[What to work on] Among the records below, find each line containing the word "ZWIERZYNIECKA" and copy it.

[Records for this task]
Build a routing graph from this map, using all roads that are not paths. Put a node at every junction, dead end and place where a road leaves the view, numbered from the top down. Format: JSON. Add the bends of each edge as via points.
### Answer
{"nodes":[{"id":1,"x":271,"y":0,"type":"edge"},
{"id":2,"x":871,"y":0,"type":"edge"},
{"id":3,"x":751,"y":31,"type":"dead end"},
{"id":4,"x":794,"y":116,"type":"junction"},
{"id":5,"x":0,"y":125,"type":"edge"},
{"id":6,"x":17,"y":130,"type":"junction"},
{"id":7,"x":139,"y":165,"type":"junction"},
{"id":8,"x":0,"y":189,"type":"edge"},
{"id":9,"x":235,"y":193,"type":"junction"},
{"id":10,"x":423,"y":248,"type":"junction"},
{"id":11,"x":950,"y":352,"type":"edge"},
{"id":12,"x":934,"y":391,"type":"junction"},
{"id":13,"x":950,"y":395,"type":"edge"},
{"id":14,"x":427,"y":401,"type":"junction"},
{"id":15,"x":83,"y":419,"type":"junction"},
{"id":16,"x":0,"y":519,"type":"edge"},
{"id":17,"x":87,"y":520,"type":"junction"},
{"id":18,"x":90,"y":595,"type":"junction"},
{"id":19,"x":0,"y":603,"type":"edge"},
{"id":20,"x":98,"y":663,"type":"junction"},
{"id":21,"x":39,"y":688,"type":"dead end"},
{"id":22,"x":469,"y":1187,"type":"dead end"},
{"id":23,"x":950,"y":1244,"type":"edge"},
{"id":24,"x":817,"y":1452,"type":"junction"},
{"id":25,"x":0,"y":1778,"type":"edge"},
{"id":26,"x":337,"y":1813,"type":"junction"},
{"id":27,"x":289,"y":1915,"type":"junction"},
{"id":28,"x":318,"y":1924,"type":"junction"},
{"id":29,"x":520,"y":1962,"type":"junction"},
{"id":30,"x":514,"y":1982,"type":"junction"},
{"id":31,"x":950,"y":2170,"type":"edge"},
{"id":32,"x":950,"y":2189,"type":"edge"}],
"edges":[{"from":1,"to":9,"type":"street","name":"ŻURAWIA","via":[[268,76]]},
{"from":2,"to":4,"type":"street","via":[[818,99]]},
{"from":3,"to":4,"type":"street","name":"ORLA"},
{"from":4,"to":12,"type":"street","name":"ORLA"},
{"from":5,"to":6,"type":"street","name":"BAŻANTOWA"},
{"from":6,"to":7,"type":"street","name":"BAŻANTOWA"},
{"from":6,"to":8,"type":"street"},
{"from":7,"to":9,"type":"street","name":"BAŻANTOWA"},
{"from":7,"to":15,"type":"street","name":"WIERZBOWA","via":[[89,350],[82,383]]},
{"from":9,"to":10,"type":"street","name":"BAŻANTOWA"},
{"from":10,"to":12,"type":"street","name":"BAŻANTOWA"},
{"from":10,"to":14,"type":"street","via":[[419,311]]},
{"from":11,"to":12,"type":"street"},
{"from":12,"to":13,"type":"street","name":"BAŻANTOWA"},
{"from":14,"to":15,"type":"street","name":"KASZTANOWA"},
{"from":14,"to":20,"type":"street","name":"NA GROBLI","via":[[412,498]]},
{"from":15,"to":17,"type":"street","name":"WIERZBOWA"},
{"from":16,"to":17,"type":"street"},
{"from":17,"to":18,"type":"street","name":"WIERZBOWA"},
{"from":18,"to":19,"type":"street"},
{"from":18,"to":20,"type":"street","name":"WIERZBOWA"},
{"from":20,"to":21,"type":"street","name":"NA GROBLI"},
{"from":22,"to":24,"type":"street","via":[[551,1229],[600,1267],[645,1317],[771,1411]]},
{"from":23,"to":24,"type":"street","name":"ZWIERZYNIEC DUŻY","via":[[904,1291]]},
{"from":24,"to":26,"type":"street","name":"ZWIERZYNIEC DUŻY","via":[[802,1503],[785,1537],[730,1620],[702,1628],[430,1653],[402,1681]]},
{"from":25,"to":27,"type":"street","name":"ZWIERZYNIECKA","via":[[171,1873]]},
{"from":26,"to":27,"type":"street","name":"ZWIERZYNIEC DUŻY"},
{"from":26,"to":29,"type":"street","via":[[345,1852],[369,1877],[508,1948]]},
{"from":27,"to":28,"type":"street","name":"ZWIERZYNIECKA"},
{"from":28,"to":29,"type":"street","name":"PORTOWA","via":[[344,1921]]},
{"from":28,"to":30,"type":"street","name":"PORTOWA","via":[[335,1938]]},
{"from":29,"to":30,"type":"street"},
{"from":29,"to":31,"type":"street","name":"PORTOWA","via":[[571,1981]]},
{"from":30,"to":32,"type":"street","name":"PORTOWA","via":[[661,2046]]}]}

[Response to this task]
{"from":25,"to":27,"type":"street","name":"ZWIERZYNIECKA","via":[[171,1873]]},
{"from":27,"to":28,"type":"street","name":"ZWIERZYNIECKA"},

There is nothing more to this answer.